Now for the fun part, the coloring in.

So you have your empty graph paper. Move towards the center ie go down and to the right, as your design will take up space. Say you want to design a bunny cross stitch or needlepoint design. You will want brown for the bunny. To the right of the screen is a tilted paint pot. Click on the square you want to use so it is highlighted. Go to the little arrow beside the paint pot and click on that - a whole spectrum of colors is revealed. Move the cursor around until the name of the color you want is revealed. Click on the color using left hand side of mouse.

Your cell will go brown if you have chosen brown. The color stripe under the paint pot will also have turned to brown which means all you have to do now is highlight a cell, then click on the paint pot itself and the cell will go brown. When you need to change colors simply go back to the spectrum.

One of the most boring things about doing all this manually on graph paper is if you make a mistake because it makes a mess making it right.
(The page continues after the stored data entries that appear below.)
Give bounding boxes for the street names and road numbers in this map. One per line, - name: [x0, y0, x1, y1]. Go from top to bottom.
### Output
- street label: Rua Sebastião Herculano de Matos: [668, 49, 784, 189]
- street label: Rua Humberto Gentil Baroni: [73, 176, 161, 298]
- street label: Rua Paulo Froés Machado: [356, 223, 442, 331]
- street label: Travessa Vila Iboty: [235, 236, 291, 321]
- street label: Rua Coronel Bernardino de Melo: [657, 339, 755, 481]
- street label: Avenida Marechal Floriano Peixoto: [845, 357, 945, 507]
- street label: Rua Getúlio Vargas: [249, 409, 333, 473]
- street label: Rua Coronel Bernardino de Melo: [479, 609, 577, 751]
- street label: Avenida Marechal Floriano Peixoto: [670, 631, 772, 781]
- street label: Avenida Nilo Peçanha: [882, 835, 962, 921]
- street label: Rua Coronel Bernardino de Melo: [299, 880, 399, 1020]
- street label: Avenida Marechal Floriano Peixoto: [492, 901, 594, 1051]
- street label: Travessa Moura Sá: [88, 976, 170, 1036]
Here it is simple. If you make a mistake, go back to the paint pot spectrum - at the top is an elongated box 'No Fill'. So click on the square you wish to 'rub out', go to the spectrum, and click on 'No Fill'. Your wrong color will disappear.
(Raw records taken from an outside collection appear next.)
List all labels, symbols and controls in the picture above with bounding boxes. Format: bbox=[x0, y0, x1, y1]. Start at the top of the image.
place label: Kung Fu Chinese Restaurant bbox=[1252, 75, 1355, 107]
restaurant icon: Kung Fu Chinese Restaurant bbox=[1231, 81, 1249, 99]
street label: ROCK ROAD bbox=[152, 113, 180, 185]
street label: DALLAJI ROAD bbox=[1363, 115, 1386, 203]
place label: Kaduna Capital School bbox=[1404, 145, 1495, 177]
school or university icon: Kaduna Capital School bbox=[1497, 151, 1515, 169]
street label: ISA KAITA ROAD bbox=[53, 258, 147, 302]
I assume you will want to print out and use the colored graph you have made. Make the colors more extreme in your computer coloring in - if you make them charming and subtle your printer, who is an uncultured yob, will not perceive the subtle gradations and nuances of hue, and make all the blue family say, two blues, when you have used 5 blues. This is not what you want.

Helen from York, England

Dollhouse Mouse: "where do I get or how do I make a mouse that stands on two legs and wears a Tutu?"

Since your daughter is 5, she probably wants the mouse from her book. How about a stuffed mouse?

Get a piece of tracing paper and use a pencil from a sewing shop that will transfer using an iron. (If you can't find this use a sharpened crayon.) Trace the mouse face she knows from the book and use this as an iron-on to a piece of pale, Angelina colored fabric. (Allow for seams.)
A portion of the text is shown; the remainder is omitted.